Dataset entries
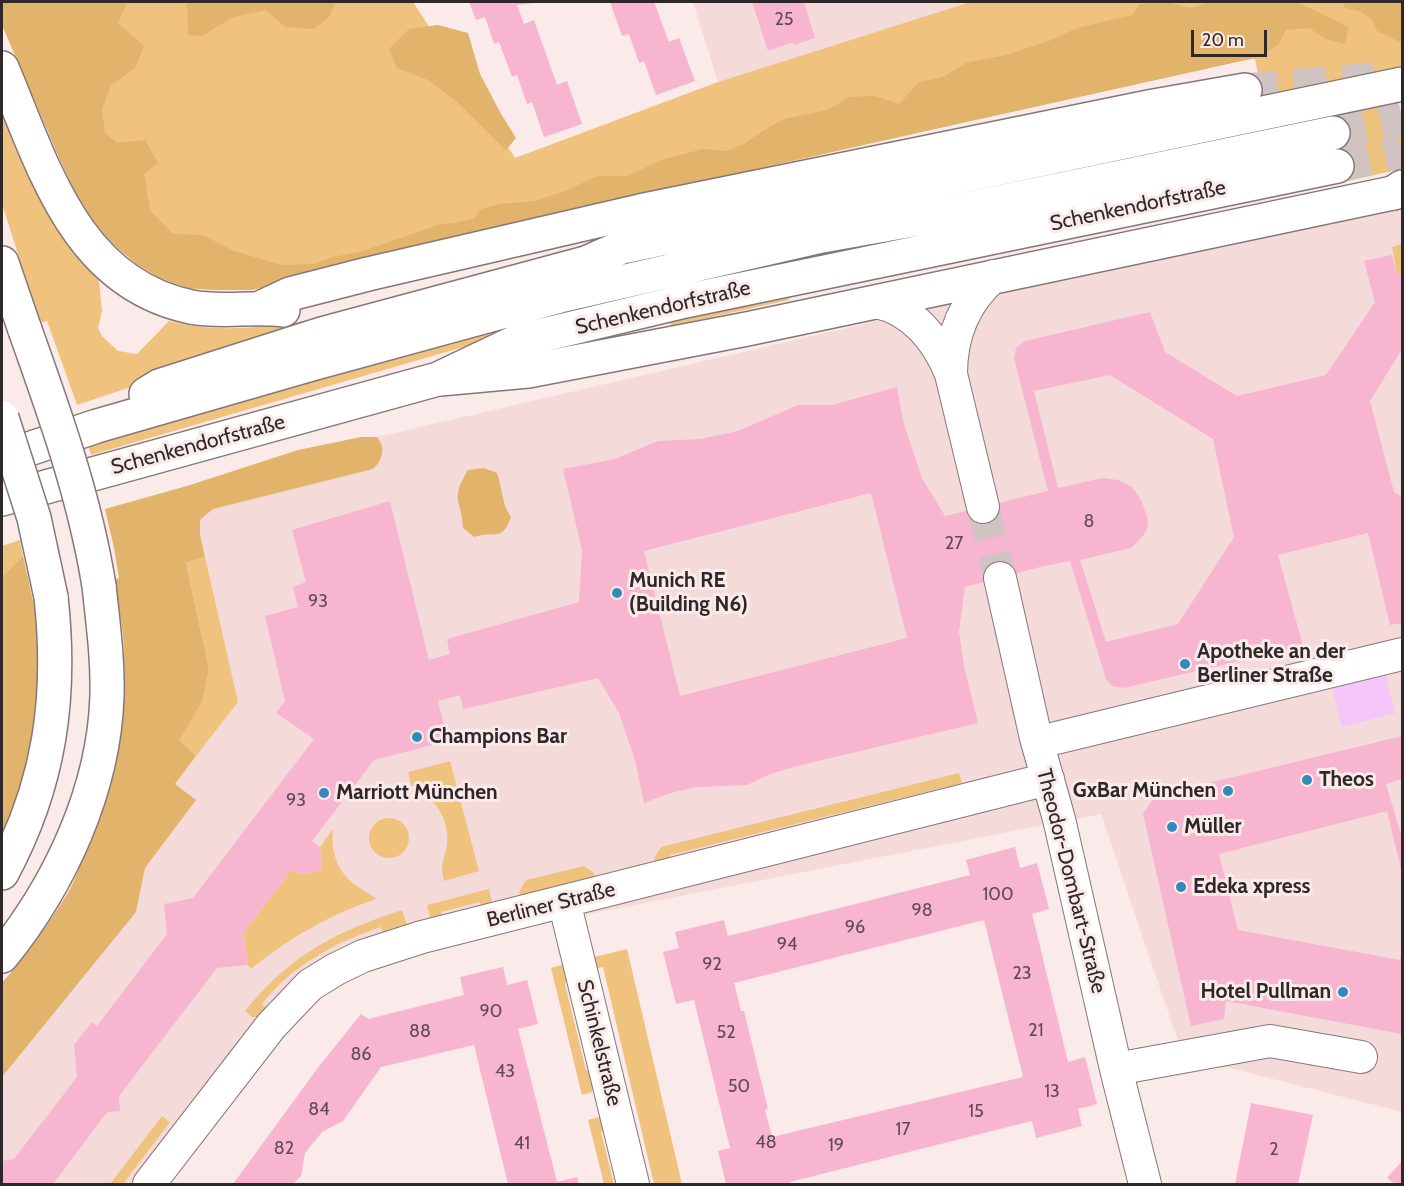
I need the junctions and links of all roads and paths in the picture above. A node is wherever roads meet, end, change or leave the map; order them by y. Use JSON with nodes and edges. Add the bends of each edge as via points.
{"nodes":[{"id":1,"x":2,"y":68,"type":"edge"},
{"id":2,"x":1396,"y":89,"type":"edge"},
{"id":3,"x":1245,"y":90,"type":"tunnel mouth"},
{"id":4,"x":1333,"y":133,"type":"tunnel mouth"},
{"id":5,"x":1337,"y":166,"type":"tunnel mouth"},
{"id":6,"x":1399,"y":191,"type":"edge"},
{"id":7,"x":622,"y":248,"type":"junction"},
{"id":8,"x":2,"y":263,"type":"edge"},
{"id":9,"x":994,"y":276,"type":"junction"},
{"id":10,"x":876,"y":302,"type":"junction"},
{"id":11,"x":261,"y":308,"type":"junction"},
{"id":12,"x":951,"y":374,"type":"junction"},
{"id":13,"x":438,"y":379,"type":"junction"},
{"id":14,"x":2,"y":418,"type":"edge"},
{"id":15,"x":97,"y":426,"type":"junction"},
{"id":16,"x":2,"y":458,"type":"edge"},
{"id":17,"x":2,"y":499,"type":"edge"},
{"id":18,"x":983,"y":507,"type":"tunnel mouth"},
{"id":19,"x":1000,"y":578,"type":"tunnel mouth"},
{"id":20,"x":1402,"y":654,"type":"edge"},
{"id":21,"x":1056,"y":738,"type":"dead end"},
{"id":22,"x":1048,"y":779,"type":"junction"},
{"id":23,"x":2,"y":873,"type":"edge"},
{"id":24,"x":564,"y":901,"type":"junction"},
{"id":25,"x":2,"y":956,"type":"edge"},
{"id":26,"x":1361,"y":1056,"type":"dead end"},
{"id":27,"x":1116,"y":1069,"type":"junction"},
{"id":28,"x":149,"y":1185,"type":"edge"},
{"id":29,"x":633,"y":1185,"type":"edge"},
{"id":30,"x":1145,"y":1185,"type":"edge"}],
"edges":[{"from":1,"to":11,"type":"main road","via":[[65,212],[95,253],[114,271],[162,300],[226,311]]},
{"from":2,"to":7,"type":"main road"},
{"from":3,"to":11,"type":"main road","via":[[640,211],[368,274],[290,294]]},
{"from":4,"to":15,"type":"main road","name":"Schenkendorfstraße","via":[[822,236],[560,296]]},
{"from":5,"to":13,"type":"main road","name":"Schenkendorfstraße","via":[[685,301],[518,341]]},
{"from":6,"to":9,"type":"main road"},
{"from":7,"to":11,"type":"main road","via":[[580,248],[369,298],[292,312]]},
{"from":7,"to":15,"type":"main road","via":[[586,263],[322,334],[159,386]]},
{"from":8,"to":25,"type":"main road","bridge":true,"via":[[78,488],[99,586],[107,698],[95,769],[61,868]]},
{"from":9,"to":10,"type":"main road"},
{"from":9,"to":12,"type":"street","via":[[977,292],[965,312],[953,345]]},
{"from":10,"to":12,"type":"street","via":[[896,308],[916,322],[938,347]]},
{"from":10,"to":13,"type":"main road","via":[[528,371]]},
{"from":12,"to":18,"type":"street"},
{"from":13,"to":17,"type":"main road","name":"Schenkendorfstraße"},
{"from":14,"to":23,"type":"main road","bridge":true,"via":[[34,518],[55,632],[55,698],[50,736],[34,802]]},
{"from":15,"to":16,"type":"main road","name":"Schenkendorfstraße"},
{"from":19,"to":22,"type":"street","name":"Theodor-Dombart-Straße"},
{"from":20,"to":21,"type":"street"},
{"from":22,"to":24,"type":"street","name":"Berliner Straße"},
{"from":22,"to":27,"type":"street","name":"Theodor-Dombart-Straße"},
{"from":24,"to":28,"type":"street","name":"Berliner Straße","via":[[422,937],[336,969],[310,985],[271,1026]]},
{"from":24,"to":29,"type":"street","name":"Schinkelstraße"},
{"from":26,"to":27,"type":"street","via":[[1270,1041]]},
{"from":27,"to":30,"type":"street","name":"Theodor-Dombart-Straße"}]}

• What you will do
Give the number of lines above that contain the word "Dombart", with no other text.

• Response area
3